Nation mourns as probe into girls’ care-home deaths starts
GUATEMALAN coroners are investigating whether the 40 girls killed at an abuse-riddled care home last week had been drugged and doused with fuel.
National Institute of Forensic Sciences director Nery Cabrera told the congress governing commission on Monday that the evidence strongly suggested mass murder, Guatemalan daily Prensa Libre reported.
That backed accounts by firefighters, staff and young survivors of last Wednesday’s horrific blaze at the Virgen de la Asuncion safe home south-east of Guatemala City.
Mr Cabrera’s submission to MPs came as prosecutors said former social welfare secretary Carlos Rodas, who resigned on Saturday, his deputy Anahi Keller and care-home director Santos Torres had been arrested on suspicion of homicide, mistreatment of minors and failure to fulfil their duty.
Earlier in the day President Jimmy Morales said he had fired the chain of command at the Social Welfare Secretariat but did not specify how many employees were dismissed.
Mr Cabrera said the victims’ extensive burns — over 75 to 90 per cent of their bodies — suggested they had been doused with petrol or other fuel.

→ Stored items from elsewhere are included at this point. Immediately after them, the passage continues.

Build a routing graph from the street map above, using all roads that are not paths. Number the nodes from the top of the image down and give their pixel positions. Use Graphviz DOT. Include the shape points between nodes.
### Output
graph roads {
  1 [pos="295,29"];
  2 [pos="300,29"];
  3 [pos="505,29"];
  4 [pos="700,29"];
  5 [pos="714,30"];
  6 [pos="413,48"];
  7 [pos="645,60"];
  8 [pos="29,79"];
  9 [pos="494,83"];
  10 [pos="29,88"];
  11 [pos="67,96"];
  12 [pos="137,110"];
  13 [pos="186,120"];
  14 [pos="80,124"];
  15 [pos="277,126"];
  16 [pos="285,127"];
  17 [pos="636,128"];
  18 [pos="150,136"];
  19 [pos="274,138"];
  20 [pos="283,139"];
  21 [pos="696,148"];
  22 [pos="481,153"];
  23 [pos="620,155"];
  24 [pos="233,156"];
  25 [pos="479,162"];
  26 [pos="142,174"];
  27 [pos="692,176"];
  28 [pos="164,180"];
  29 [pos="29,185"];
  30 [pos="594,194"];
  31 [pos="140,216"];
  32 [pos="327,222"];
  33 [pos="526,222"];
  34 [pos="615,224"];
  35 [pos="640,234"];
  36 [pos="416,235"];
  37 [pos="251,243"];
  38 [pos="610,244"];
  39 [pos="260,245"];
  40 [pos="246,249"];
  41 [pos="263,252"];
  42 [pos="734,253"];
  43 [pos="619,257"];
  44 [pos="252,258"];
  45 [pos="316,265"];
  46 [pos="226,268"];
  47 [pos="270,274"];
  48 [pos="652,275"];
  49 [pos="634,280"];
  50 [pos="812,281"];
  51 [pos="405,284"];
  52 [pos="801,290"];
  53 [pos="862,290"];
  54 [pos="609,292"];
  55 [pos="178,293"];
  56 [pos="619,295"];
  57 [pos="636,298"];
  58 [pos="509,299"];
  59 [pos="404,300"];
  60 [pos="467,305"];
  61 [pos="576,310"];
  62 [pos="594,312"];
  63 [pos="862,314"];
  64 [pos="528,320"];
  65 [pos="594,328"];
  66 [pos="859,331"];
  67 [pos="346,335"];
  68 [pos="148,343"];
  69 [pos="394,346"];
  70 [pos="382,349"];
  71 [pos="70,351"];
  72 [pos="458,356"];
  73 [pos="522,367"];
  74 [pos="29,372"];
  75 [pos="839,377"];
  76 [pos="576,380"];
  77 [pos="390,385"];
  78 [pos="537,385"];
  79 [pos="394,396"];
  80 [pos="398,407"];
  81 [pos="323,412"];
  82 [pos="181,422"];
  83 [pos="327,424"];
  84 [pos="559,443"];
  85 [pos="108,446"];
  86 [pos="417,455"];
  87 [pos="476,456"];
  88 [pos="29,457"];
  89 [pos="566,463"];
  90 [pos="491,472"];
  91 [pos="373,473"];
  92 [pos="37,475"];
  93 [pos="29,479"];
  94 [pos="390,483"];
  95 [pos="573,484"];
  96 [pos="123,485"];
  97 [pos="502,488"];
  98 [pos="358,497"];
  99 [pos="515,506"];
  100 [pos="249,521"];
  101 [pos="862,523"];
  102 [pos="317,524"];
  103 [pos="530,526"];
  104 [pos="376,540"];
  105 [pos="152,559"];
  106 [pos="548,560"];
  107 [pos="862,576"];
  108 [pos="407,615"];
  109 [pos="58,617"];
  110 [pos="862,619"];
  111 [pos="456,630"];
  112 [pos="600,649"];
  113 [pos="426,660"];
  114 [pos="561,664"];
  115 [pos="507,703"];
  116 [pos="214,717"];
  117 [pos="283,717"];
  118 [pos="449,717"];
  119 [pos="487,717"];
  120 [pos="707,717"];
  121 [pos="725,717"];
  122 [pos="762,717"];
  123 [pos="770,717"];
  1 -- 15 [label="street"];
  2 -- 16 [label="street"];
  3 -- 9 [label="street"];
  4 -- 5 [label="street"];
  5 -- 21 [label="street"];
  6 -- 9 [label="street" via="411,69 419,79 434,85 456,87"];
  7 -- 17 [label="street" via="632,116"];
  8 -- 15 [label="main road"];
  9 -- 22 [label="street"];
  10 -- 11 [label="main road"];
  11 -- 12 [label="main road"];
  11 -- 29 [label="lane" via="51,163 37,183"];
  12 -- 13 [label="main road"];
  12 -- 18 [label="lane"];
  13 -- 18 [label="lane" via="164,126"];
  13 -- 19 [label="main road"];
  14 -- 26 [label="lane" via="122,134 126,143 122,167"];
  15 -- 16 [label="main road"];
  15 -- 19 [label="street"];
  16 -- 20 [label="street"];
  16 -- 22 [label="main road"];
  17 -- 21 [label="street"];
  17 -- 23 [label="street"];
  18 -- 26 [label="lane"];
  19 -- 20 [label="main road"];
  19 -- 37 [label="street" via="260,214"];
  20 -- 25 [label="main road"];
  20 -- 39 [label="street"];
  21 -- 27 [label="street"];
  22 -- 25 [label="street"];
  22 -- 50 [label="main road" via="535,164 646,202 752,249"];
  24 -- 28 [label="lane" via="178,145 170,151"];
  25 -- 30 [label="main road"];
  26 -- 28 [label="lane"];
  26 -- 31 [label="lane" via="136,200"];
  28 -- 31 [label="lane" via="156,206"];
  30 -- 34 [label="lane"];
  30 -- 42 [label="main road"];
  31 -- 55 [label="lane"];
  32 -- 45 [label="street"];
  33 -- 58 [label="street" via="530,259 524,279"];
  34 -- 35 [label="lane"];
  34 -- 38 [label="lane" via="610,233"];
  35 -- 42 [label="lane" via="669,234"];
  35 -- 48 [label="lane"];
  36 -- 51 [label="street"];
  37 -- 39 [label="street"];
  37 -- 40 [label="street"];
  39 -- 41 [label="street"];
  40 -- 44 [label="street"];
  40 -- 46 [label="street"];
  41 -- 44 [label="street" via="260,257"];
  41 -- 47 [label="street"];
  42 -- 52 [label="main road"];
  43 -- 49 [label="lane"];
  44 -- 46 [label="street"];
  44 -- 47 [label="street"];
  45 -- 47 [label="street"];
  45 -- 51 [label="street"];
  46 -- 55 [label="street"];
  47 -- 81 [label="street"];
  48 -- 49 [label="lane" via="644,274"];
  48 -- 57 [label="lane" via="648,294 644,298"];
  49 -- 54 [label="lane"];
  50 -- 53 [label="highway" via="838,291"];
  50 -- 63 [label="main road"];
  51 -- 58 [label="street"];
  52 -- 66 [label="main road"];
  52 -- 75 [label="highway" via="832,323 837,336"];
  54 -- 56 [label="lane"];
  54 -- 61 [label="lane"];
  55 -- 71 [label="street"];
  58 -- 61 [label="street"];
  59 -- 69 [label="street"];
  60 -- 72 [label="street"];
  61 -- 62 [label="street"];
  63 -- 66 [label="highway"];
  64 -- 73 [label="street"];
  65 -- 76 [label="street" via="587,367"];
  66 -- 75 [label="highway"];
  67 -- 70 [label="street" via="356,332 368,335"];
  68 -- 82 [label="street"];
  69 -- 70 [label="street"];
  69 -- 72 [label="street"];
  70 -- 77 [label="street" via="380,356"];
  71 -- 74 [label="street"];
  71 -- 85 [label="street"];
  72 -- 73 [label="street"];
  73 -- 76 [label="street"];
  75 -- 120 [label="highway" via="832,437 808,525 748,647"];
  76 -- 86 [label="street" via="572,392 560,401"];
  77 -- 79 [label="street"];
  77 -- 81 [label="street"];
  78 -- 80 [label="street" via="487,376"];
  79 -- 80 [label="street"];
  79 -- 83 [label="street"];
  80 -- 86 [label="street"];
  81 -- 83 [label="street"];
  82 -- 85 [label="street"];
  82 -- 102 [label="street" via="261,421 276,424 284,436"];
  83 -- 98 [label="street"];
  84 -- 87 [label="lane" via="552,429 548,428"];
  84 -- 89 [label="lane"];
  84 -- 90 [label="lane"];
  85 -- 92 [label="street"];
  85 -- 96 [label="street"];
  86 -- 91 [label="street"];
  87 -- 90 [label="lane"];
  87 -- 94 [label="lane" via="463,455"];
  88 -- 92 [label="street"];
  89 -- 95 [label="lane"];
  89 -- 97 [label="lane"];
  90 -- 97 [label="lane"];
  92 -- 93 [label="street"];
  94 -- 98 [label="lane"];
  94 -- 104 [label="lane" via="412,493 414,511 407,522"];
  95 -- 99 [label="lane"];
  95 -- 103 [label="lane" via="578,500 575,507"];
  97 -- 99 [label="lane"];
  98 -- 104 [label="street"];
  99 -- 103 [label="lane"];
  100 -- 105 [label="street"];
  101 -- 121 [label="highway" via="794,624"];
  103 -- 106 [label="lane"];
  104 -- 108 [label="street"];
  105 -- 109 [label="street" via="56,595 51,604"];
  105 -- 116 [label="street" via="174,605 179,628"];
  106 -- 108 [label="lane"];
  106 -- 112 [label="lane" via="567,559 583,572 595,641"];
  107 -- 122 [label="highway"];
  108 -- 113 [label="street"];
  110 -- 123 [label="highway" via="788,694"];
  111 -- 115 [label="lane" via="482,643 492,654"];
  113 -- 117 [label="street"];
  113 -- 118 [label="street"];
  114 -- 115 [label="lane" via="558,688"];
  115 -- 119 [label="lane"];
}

He said his agency was testing the victim’s bodies for traces of sedatives and other drugs.
Mr Cabrera said the dead girls were still wearing their pyjamas when the fire broke out at 9am, “which says they were sleeping.”
He added that the ceiling of the dormitory was completely burnt and the heat of the blaze had been so intense that it had stripped the paint from the doors and the metal bars.
Autopsies showed 20 victims died of asphyxiation by fumes above 100°C and 17 of burns.
Mr Cabrera stressed: “Nobody was left alive after two minutes.”
Mr Cabrera’s statement contradicted claims by the home and Mr Rodas that the girls had set their own mattresses alight.
The victims had been locked in after trying to escape the overcrowded home on Tuesday night after over-18s from the home’s young offenders’ section had invaded the girls’ dormitories.
The home, designed for 500 children, held a mixture of 800 orphans, children with mild disabilities, victims of familial abuse and young offenders.
Relatives say children told them the home was rife with sexual abuse that included the production of child pornography, drug dealing, forced labour, short rations, rotten food and other shocking mistreatment.
Guatemala’s human rights prosecutor Jorge de Leon said his agency had asked a judge to review conditions at the home before the fire, but the request was denied.
On Saturday four survivors with very severe burns were flown to a US children’s hospital in Galveston, Texas.